How to complete this task | From the records below, pull each line that has "road".

Records supplied: Begin

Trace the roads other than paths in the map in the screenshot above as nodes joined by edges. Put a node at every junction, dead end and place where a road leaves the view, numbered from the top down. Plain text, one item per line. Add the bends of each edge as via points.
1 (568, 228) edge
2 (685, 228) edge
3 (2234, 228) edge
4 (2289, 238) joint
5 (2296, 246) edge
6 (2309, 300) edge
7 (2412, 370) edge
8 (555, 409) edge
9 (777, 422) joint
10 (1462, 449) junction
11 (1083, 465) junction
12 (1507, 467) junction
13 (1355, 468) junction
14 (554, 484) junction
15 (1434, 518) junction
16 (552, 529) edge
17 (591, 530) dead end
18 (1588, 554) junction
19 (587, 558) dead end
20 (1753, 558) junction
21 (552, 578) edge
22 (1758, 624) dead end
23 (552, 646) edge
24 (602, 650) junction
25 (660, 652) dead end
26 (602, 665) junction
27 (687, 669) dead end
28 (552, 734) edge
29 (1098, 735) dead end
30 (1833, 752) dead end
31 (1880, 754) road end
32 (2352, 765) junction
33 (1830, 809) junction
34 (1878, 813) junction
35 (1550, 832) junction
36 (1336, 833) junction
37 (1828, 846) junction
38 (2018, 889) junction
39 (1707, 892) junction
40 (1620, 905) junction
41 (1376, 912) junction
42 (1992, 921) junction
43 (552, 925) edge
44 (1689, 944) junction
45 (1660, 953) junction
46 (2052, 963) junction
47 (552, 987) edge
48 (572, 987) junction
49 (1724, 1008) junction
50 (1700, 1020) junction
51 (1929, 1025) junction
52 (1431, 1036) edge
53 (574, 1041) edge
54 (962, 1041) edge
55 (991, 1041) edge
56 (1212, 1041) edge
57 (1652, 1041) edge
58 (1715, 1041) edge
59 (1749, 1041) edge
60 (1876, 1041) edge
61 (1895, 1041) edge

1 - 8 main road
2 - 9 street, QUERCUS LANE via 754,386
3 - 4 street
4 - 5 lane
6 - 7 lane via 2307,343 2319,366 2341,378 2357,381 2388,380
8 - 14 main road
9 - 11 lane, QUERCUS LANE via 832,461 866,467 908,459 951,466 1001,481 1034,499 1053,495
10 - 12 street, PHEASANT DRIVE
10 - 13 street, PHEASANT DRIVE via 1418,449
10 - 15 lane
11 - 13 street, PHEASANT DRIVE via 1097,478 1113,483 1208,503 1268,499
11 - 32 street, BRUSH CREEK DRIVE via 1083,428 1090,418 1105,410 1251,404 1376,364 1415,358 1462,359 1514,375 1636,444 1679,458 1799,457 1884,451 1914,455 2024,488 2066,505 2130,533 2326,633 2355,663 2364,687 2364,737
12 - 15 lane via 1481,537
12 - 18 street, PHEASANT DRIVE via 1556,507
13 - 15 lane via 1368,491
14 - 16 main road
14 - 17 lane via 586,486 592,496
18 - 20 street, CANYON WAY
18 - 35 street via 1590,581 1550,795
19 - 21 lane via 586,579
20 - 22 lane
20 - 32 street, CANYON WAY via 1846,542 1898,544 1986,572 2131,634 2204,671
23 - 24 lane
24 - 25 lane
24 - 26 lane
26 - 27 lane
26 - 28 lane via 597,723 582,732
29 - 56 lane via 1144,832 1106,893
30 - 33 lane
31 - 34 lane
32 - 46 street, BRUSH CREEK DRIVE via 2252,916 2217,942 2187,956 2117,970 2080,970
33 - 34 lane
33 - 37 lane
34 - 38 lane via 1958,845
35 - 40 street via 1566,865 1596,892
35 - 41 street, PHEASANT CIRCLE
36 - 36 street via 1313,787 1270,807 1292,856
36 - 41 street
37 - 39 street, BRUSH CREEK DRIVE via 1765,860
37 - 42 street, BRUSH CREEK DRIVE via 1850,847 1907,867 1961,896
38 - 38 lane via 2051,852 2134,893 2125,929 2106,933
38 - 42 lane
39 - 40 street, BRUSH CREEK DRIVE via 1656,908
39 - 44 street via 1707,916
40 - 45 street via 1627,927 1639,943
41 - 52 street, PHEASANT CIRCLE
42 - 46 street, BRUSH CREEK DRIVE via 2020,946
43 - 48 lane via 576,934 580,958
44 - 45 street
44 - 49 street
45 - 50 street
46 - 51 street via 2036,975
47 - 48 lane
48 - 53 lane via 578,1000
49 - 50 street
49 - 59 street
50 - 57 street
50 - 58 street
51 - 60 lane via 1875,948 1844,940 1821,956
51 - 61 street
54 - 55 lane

Records supplied: End

Result for this exercise |
Trace the roads other than paths in the map in the screenshot above as nodes joined by edges. Put a node at every junction, dead end and place where a road leaves the view, numbered from the top down. Plain text, one item per line. Add the bends of each edge as via points.
31 (1880, 754) road end
1 - 8 main road
8 - 14 main road
14 - 16 main road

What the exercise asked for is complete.